#### What you need to do:
Could the lines from the one containing "Turn every road, lane" through the end of the material below be returned exactly, with nothing else?

^^^^^^^^

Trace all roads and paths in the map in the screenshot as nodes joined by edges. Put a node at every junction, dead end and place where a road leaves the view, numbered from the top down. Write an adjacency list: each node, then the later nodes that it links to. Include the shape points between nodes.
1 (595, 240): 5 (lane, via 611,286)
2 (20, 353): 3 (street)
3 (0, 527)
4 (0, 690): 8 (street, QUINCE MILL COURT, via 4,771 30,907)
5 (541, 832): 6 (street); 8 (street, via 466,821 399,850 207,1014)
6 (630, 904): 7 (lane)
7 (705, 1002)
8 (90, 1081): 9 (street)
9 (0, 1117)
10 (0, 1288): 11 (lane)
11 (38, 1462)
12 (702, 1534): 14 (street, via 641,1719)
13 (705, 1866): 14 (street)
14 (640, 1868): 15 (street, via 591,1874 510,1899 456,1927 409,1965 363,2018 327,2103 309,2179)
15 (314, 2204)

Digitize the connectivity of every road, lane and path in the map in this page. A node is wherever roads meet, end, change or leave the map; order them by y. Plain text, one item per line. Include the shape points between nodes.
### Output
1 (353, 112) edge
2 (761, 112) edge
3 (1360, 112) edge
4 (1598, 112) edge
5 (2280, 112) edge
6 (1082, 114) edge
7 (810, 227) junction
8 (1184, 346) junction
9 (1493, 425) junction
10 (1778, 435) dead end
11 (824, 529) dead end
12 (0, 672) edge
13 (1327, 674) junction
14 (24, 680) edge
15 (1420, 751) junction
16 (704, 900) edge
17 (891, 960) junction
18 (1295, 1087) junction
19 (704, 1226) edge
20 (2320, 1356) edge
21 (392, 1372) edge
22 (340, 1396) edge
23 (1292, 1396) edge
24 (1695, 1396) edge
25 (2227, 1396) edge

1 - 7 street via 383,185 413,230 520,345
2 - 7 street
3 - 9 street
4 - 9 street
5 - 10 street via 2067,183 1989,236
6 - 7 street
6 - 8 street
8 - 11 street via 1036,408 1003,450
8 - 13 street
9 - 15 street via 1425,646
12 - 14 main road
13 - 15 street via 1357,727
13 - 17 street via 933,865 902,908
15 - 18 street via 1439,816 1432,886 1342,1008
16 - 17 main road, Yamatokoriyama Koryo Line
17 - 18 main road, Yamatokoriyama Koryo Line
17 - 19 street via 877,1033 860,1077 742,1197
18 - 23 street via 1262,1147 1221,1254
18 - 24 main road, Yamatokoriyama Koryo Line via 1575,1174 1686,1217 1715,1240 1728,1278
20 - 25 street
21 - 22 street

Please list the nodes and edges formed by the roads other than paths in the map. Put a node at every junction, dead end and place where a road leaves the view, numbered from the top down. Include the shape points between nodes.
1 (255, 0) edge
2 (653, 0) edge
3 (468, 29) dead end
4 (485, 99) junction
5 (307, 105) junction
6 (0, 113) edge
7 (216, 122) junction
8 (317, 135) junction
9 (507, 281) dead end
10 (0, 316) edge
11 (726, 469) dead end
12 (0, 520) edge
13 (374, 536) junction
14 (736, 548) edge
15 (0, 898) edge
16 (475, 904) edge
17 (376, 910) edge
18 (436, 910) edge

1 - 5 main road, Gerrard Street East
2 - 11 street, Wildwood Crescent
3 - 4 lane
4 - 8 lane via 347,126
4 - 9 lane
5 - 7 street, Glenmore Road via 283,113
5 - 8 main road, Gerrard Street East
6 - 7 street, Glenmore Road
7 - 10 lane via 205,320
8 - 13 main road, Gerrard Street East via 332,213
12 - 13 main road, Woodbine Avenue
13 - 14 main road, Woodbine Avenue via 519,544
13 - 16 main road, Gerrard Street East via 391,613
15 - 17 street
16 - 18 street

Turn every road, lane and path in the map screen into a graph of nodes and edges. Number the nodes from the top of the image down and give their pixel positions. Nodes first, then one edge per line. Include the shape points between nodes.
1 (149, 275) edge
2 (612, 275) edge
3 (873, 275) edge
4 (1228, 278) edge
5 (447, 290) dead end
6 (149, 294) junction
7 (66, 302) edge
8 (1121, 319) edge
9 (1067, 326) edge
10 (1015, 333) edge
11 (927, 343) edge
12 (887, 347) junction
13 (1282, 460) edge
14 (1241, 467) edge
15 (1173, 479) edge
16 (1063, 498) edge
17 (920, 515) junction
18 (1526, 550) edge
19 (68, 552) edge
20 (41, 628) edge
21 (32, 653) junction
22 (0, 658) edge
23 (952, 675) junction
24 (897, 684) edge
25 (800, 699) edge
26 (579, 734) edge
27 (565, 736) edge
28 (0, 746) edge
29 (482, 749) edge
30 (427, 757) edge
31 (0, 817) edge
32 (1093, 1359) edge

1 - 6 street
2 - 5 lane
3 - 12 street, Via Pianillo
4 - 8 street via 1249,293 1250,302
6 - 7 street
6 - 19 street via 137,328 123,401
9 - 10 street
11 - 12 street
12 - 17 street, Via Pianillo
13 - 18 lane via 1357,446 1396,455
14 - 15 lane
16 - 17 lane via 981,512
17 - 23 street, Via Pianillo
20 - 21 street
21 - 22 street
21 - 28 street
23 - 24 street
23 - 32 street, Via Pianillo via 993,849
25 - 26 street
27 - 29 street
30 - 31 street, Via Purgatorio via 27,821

^^^^^^^^

#### Answer section:
Turn every road, lane and path in the map screen into a graph of nodes and edges. Number the nodes from the top of the image down and give their pixel positions. Nodes first, then one edge per line. Include the shape points between nodes.
1 (149, 275) edge
2 (612, 275) edge
3 (873, 275) edge
4 (1228, 278) edge
5 (447, 290) dead end
6 (149, 294) junction
7 (66, 302) edge
8 (1121, 319) edge
9 (1067, 326) edge
10 (1015, 333) edge
11 (927, 343) edge
12 (887, 347) junction
13 (1282, 460) edge
14 (1241, 467) edge
15 (1173, 479) edge
16 (1063, 498) edge
17 (920, 515) junction
18 (1526, 550) edge
19 (68, 552) edge
20 (41, 628) edge
21 (32, 653) junction
22 (0, 658) edge
23 (952, 675) junction
24 (897, 684) edge
25 (800, 699) edge
26 (579, 734) edge
27 (565, 736) edge
28 (0, 746) edge
29 (482, 749) edge
30 (427, 757) edge
31 (0, 817) edge
32 (1093, 1359) edge

1 - 6 street
2 - 5 lane
3 - 12 street, Via Pianillo
4 - 8 street via 1249,293 1250,302
6 - 7 street
6 - 19 street via 137,328 123,401
9 - 10 street
11 - 12 street
12 - 17 street, Via Pianillo
13 - 18 lane via 1357,446 1396,455
14 - 15 lane
16 - 17 lane via 981,512
17 - 23 street, Via Pianillo
20 - 21 street
21 - 22 street
21 - 28 street
23 - 24 street
23 - 32 street, Via Pianillo via 993,849
25 - 26 street
27 - 29 street
30 - 31 street, Via Purgatorio via 27,821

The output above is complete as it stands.